1)今月のテーマは、「さみしさ」です。さみしさは、人間の生存や尊厳にかかわる、大切な情緒です。

今回、その「さみしさ」を正面から取り上げます。セラピーやカウンセリングの「核心」的テーマだからです。さみしさの多面性や多次元性に着目し、さみしさの中に多様性を感知して、聞き分ける耳を養います。すると「さみしさ」は、まるでシンフォニー(交響曲)のように、分厚く豊かな音を奏で、私たちを癒し、育んでくれるものとなるでしょう。

2)

  • 「さみしくて、つらい、苦しい、悲しい」
  • 「さみしいのは、いやだ」
  • 「さみしい、なんて、そんな恥ずかしいこと言えない」
  • 「さみしい、なんて聞かされる人は迷惑なはずだ」
  • 「さみしいと、無価値感でいっぱいになる」
  • 「見捨てられた気持ちになって、さみしい」
  • 「居場所がない、さみしい」
  • 「さみしいけど、甘えられない」
  • 「さみしすぎて、死にたくなる」
  • 「ひとりぼっちで、さみしい」
  • 「でも、誰にもさみしい、と言えない」
  • 「『さみしいね』と共感してくれる人がほしい」

セラピーの場面では、そうした声、訴え、叫びを、よく耳にします。

あなたにとって、「さみしさ」とは、どのようなものでしょう?
あなたはさみしいときに、どうしていますか?

3)さみしさには、5つのタイプがあります。

1つは、ホモサピエンスという種として必須のもの。
2つは、社会的なもの。
3つは、親密な関係におけるもの。
4つは、自分との関係によるもの。
5つは、内面における元型的なもの。

4)その5つが無意識裡に絡みあったり、融合しあったりすると、よりいっそう私たちを苦しめます。セミナーでは、絡みあったさみしさを紐解き、融合したさみしさを選り分け、それぞれ異なるさみしさを、あるがまま聞き分けることから始めます。

そして、さみしさとの具体的取り組みや、関わり方を見ていきます。

さみしさに傾聴し、そのマイナス面だけでなく、プラス面にも着目します。

あなたは、さみしさという情緒に取り組み、聴き入ることで、良質なシンフォニーを聴いたときのように、その豊かな色合い、濃淡、陰影に深く感動することでしょう。また、すぐれた音楽がそうであるように、その深みはあなたを癒してくれることでしょう。

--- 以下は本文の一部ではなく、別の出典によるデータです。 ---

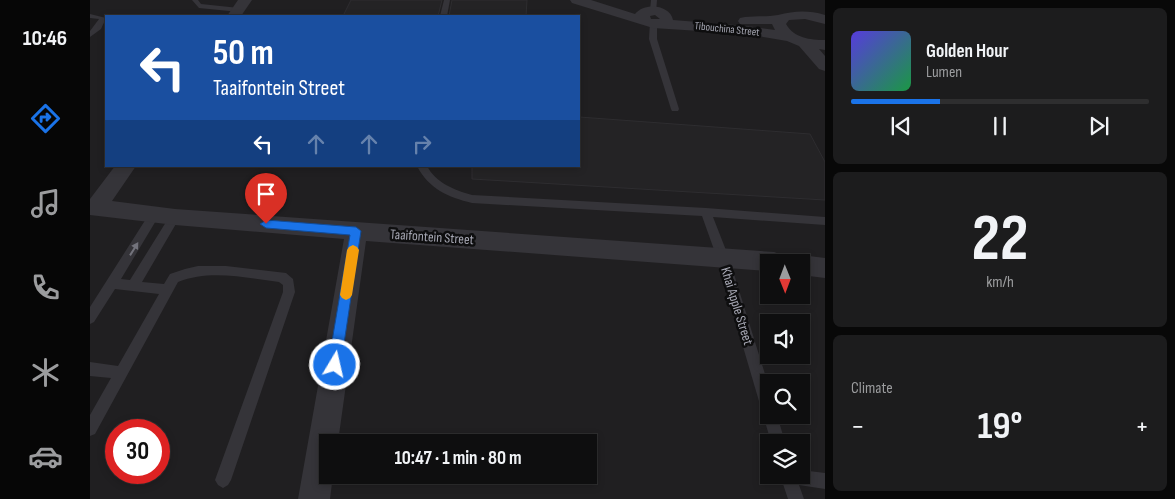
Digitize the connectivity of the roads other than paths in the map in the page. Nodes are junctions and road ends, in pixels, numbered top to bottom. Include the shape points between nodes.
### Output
1 (195, 0) edge
2 (447, 0) edge
3 (577, 0) edge
4 (805, 0) edge
5 (239, 9) edge
6 (784, 13) junction
7 (443, 15) edge
8 (654, 15) edge
9 (90, 16) edge
10 (822, 19) edge
11 (90, 35) edge
12 (798, 40) junction
13 (825, 45) edge
14 (825, 66) edge
15 (675, 109) dead end
16 (125, 167) edge
17 (423, 167) edge
18 (93, 207) edge
19 (706, 212) junction
20 (165, 215) junction
21 (825, 221) edge
22 (356, 231) junction
23 (723, 258) junction
24 (760, 261) edge
25 (112, 283) junction
26 (133, 286) junction
27 (167, 290) junction
28 (90, 318) edge
29 (90, 369) edge
30 (121, 373) junction
31 (760, 381) edge
32 (90, 429) edge
33 (810, 479) edge
34 (223, 480) dead end
35 (825, 481) edge
36 (791, 484) edge
37 (314, 499) edge
38 (796, 499) edge

1 - 5 lane via 199,6
2 - 7 lane
3 - 8 street, Tibouchina Street via 609,11
4 - 10 street
6 - 8 street, Tibouchina Street via 711,22
6 - 10 street, Tibouchina Street
6 - 12 street via 779,22 781,28
8 - 12 street, Tibouchina Street
8 - 15 lane via 653,39
9 - 11 lane via 103,18
12 - 13 street, Tibouchina Street
12 - 14 street
16 - 18 street
17 - 19 lane via 430,180 451,194 472,199
18 - 20 street, Taaifontein Street
19 - 21 lane
19 - 23 lane, Khai Apple Street
20 - 22 street, Taaifontein Street
25 -> 20 lane
20 - 26 lane
22 - 23 street, Taaifontein Street
22 - 37 street
23 - 24 street, Taaifontein Street
23 - 31 lane, Khai Apple Street
25 - 26 lane
25 - 28 lane
26 - 27 lane
27 - 30 lane
27 - 34 lane via 174,278 200,270 282,277 289,283 289,292
29 - 30 lane
30 - 32 lane
33 - 35 lane
36 - 38 lane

5)摂食障害、買い物依存、アルコールやギャンブル依存、セックスやポルノ、マスターベーション依存、恋愛依存、腐れ縁、共依存・・・などの背景には、「必ず」さみしさがあります。さみしさを見ないようにするために、ごまかすために、依存症や共依存関係にハマります。

そうすることで、さみしさを切り離し、見ない、聞かないことにできるから。

もし、さみしさの声や叫びが聞こえてきたら、痛くてつらくて、耐えられない。圧倒され、混乱し、動揺しかねない。そもそもさみしさを、どう扱ったらいいかわからない。

だから、さみしさを拒絶し、「解離」します。

脊髄反射して、さみしさから逃避します。

さみしさを、遠ざけます。

忘れるために、娯楽に耽溺します。

あなたが、摂食障害や各種依存症、腐れ縁や共依存との取り組みに関心があるとすれば、「さみしさ」への着目は必須です。今回のセミナーで、ご一緒に学びましょう。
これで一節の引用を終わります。